■ WHAT TO PRODUCE
Repeat the records in full. No pictures belong in the copy.
-=-=-
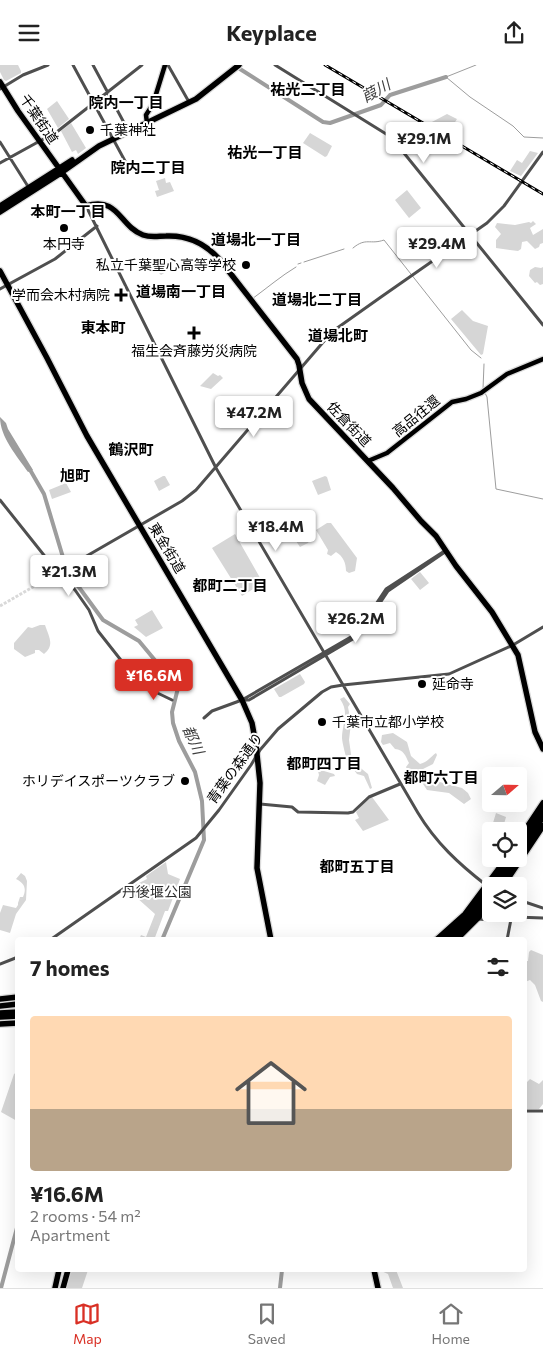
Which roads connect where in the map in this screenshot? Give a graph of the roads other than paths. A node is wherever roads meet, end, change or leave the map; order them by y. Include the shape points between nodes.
1 (48, 65) edge
2 (73, 65) edge
3 (93, 65) edge
4 (142, 65) edge
5 (166, 65) edge
6 (235, 65) edge
7 (239, 65) edge
8 (275, 65) edge
9 (1, 86) edge
10 (107, 92) junction
11 (189, 102) junction
12 (94, 103) junction
13 (146, 122) junction
14 (129, 131) junction
15 (114, 138) junction
16 (0, 142) edge
17 (39, 142) junction
18 (543, 152) edge
19 (10, 158) junction
20 (125, 161) dead end
21 (0, 163) edge
22 (60, 171) junction
23 (31, 189) junction
24 (0, 205) edge
25 (86, 206) junction
26 (0, 212) edge
27 (97, 226) junction
28 (470, 235) junction
29 (0, 271) edge
30 (8, 285) junction
31 (0, 289) edge
32 (543, 325) edge
33 (543, 359) edge
34 (299, 369) junction
35 (368, 461) junction
36 (216, 468) junction
37 (0, 500) edge
38 (139, 526) junction
39 (446, 550) junction
40 (58, 573) junction
41 (52, 576) tunnel mouth
42 (543, 627) edge
43 (513, 645) junction
44 (325, 654) junction
45 (343, 685) junction
46 (172, 700) dead end
47 (242, 700) junction
48 (204, 718) dead end
49 (259, 746) junction
50 (543, 749) edge
51 (254, 760) junction
52 (400, 784) junction
53 (543, 803) edge
54 (260, 804) junction
55 (543, 811) edge
56 (543, 817) edge
57 (543, 825) edge
58 (527, 827) edge
59 (527, 835) edge
60 (527, 842) edge
61 (509, 877) edge
62 (482, 881) edge
63 (482, 896) edge
64 (482, 898) edge
65 (527, 903) edge
66 (482, 906) edge
67 (543, 908) edge
68 (482, 914) edge
69 (527, 916) edge
70 (543, 918) edge
71 (478, 919) junction
72 (482, 919) edge
73 (511, 922) edge
74 (54, 937) edge
75 (270, 937) edge
76 (440, 937) edge
77 (446, 937) edge
78 (453, 937) edge
79 (459, 937) edge
80 (508, 937) edge
81 (15, 958) edge
82 (0, 964) edge
83 (0, 1000) edge
84 (15, 1001) edge
85 (15, 1003) edge
86 (15, 1010) edge
87 (0, 1011) edge
88 (15, 1018) edge
89 (15, 1020) edge
90 (0, 1022) edge
91 (527, 1111) edge
92 (543, 1111) edge
93 (58, 1272) edge
94 (59, 1272) edge
95 (67, 1272) edge
96 (374, 1272) edge
97 (54, 1288) edge
98 (61, 1288) edge
99 (378, 1288) edge

1 - 9 street
2 - 12 street
3 - 10 street
4 - 10 street
5 - 11 street
5 - 13 main road
6 - 11 highway
7 - 11 highway
8 - 28 street via 393,139
9 - 17 highway, 千葉街道
10 - 12 street
10 - 14 street
11 - 13 highway
12 - 15 street
12 - 17 street
13 - 14 highway
14 - 15 highway
15 - 20 street
15 - 22 highway
16 - 19 street
17 - 19 street
17 - 22 highway, 千葉街道
18 - 28 street via 504,206
19 - 21 street
19 - 23 street
22 - 23 highway
22 - 25 highway
23 - 24 highway
23 - 26 highway
25 - 27 street
25 - 34 highway, 佐倉街道 via 104,204 145,235 188,238 208,248 297,359
27 - 30 street via 56,259
27 - 36 street
28 - 32 street
28 - 34 street via 333,331
29 - 30 highway, 東金街道
30 - 31 street
30 - 38 highway, 東金街道
33 - 35 main road, 高品往還 via 506,374 483,392 452,402 390,451
34 - 35 highway, 佐倉街道 via 309,399
34 - 36 street
35 - 39 highway, 佐倉街道
36 - 38 street via 188,497
36 - 44 street
37 - 40 street
38 - 40 street
38 - 47 highway, 東金街道
39 - 43 highway, 佐倉街道
39 - 44 street via 386,589 356,634
40 - 41 street
40 - 46 street via 79,595 98,630 141,684
42 - 43 street, 青葉の森通り
43 - 45 street, 青葉の森通り via 449,674
43 - 50 highway, 佐倉街道 via 522,664 535,731
44 - 45 street
44 - 47 street
45 - 49 street, 青葉の森通り via 322,692
45 - 52 street
47 - 48 street via 212,711
47 - 49 highway, 東金街道
49 - 51 highway, 東金街道
51 - 54 highway, 東金街道 via 260,783
51 - 74 street, 青葉の森通り via 198,835
52 - 54 street via 369,797 348,813 298,812 292,807
52 - 62 street via 443,848
53 - 58 highway
54 - 75 highway, 東金街道 via 257,868
55 - 59 highway
56 - 60 highway
57 - 61 highway
63 - 76 highway
64 - 77 highway
65 - 67 street
66 - 78 highway
68 - 71 highway
69 - 70 street
71 - 72 street
71 - 79 highway
73 - 80 street
81 - 82 street
83 - 84 highway
85 - 87 highway
86 - 87 highway
87 - 88 highway
89 - 90 highway
91 - 92 street
93 - 97 highway
94 - 98 highway
95 - 98 highway
96 - 99 highway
-=-=-
■ ANSWER FOR THIS EXERCISE
Which roads connect where in the map in this screenshot? Give a graph of the roads other than paths. A node is wherever roads meet, end, change or leave the map; order them by y. Include the shape points between nodes.
1 (48, 65) edge
2 (73, 65) edge
3 (93, 65) edge
4 (142, 65) edge
5 (166, 65) edge
6 (235, 65) edge
7 (239, 65) edge
8 (275, 65) edge
9 (1, 86) edge
10 (107, 92) junction
11 (189, 102) junction
12 (94, 103) junction
13 (146, 122) junction
14 (129, 131) junction
15 (114, 138) junction
16 (0, 142) edge
17 (39, 142) junction
18 (543, 152) edge
19 (10, 158) junction
20 (125, 161) dead end
21 (0, 163) edge
22 (60, 171) junction
23 (31, 189) junction
24 (0, 205) edge
25 (86, 206) junction
26 (0, 212) edge
27 (97, 226) junction
28 (470, 235) junction
29 (0, 271) edge
30 (8, 285) junction
31 (0, 289) edge
32 (543, 325) edge
33 (543, 359) edge
34 (299, 369) junction
35 (368, 461) junction
36 (216, 468) junction
37 (0, 500) edge
38 (139, 526) junction
39 (446, 550) junction
40 (58, 573) junction
41 (52, 576) tunnel mouth
42 (543, 627) edge
43 (513, 645) junction
44 (325, 654) junction
45 (343, 685) junction
46 (172, 700) dead end
47 (242, 700) junction
48 (204, 718) dead end
49 (259, 746) junction
50 (543, 749) edge
51 (254, 760) junction
52 (400, 784) junction
53 (543, 803) edge
54 (260, 804) junction
55 (543, 811) edge
56 (543, 817) edge
57 (543, 825) edge
58 (527, 827) edge
59 (527, 835) edge
60 (527, 842) edge
61 (509, 877) edge
62 (482, 881) edge
63 (482, 896) edge
64 (482, 898) edge
65 (527, 903) edge
66 (482, 906) edge
67 (543, 908) edge
68 (482, 914) edge
69 (527, 916) edge
70 (543, 918) edge
71 (478, 919) junction
72 (482, 919) edge
73 (511, 922) edge
74 (54, 937) edge
75 (270, 937) edge
76 (440, 937) edge
77 (446, 937) edge
78 (453, 937) edge
79 (459, 937) edge
80 (508, 937) edge
81 (15, 958) edge
82 (0, 964) edge
83 (0, 1000) edge
84 (15, 1001) edge
85 (15, 1003) edge
86 (15, 1010) edge
87 (0, 1011) edge
88 (15, 1018) edge
89 (15, 1020) edge
90 (0, 1022) edge
91 (527, 1111) edge
92 (543, 1111) edge
93 (58, 1272) edge
94 (59, 1272) edge
95 (67, 1272) edge
96 (374, 1272) edge
97 (54, 1288) edge
98 (61, 1288) edge
99 (378, 1288) edge

1 - 9 street
2 - 12 street
3 - 10 street
4 - 10 street
5 - 11 street
5 - 13 main road
6 - 11 highway
7 - 11 highway
8 - 28 street via 393,139
9 - 17 highway, 千葉街道
10 - 12 street
10 - 14 street
11 - 13 highway
12 - 15 street
12 - 17 street
13 - 14 highway
14 - 15 highway
15 - 20 street
15 - 22 highway
16 - 19 street
17 - 19 street
17 - 22 highway, 千葉街道
18 - 28 street via 504,206
19 - 21 street
19 - 23 street
22 - 23 highway
22 - 25 highway
23 - 24 highway
23 - 26 highway
25 - 27 street
25 - 34 highway, 佐倉街道 via 104,204 145,235 188,238 208,248 297,359
27 - 30 street via 56,259
27 - 36 street
28 - 32 street
28 - 34 street via 333,331
29 - 30 highway, 東金街道
30 - 31 street
30 - 38 highway, 東金街道
33 - 35 main road, 高品往還 via 506,374 483,392 452,402 390,451
34 - 35 highway, 佐倉街道 via 309,399
34 - 36 street
35 - 39 highway, 佐倉街道
36 - 38 street via 188,497
36 - 44 street
37 - 40 street
38 - 40 street
38 - 47 highway, 東金街道
39 - 43 highway, 佐倉街道
39 - 44 street via 386,589 356,634
40 - 41 street
40 - 46 street via 79,595 98,630 141,684
42 - 43 street, 青葉の森通り
43 - 45 street, 青葉の森通り via 449,674
43 - 50 highway, 佐倉街道 via 522,664 535,731
44 - 45 street
44 - 47 street
45 - 49 street, 青葉の森通り via 322,692
45 - 52 street
47 - 48 street via 212,711
47 - 49 highway, 東金街道
49 - 51 highway, 東金街道
51 - 54 highway, 東金街道 via 260,783
51 - 74 street, 青葉の森通り via 198,835
52 - 54 street via 369,797 348,813 298,812 292,807
52 - 62 street via 443,848
53 - 58 highway
54 - 75 highway, 東金街道 via 257,868
55 - 59 highway
56 - 60 highway
57 - 61 highway
63 - 76 highway
64 - 77 highway
65 - 67 street
66 - 78 highway
68 - 71 highway
69 - 70 street
71 - 72 street
71 - 79 highway
73 - 80 street
81 - 82 street
83 - 84 highway
85 - 87 highway
86 - 87 highway
87 - 88 highway
89 - 90 highway
91 - 92 street
93 - 97 highway
94 - 98 highway
95 - 98 highway
96 - 99 highway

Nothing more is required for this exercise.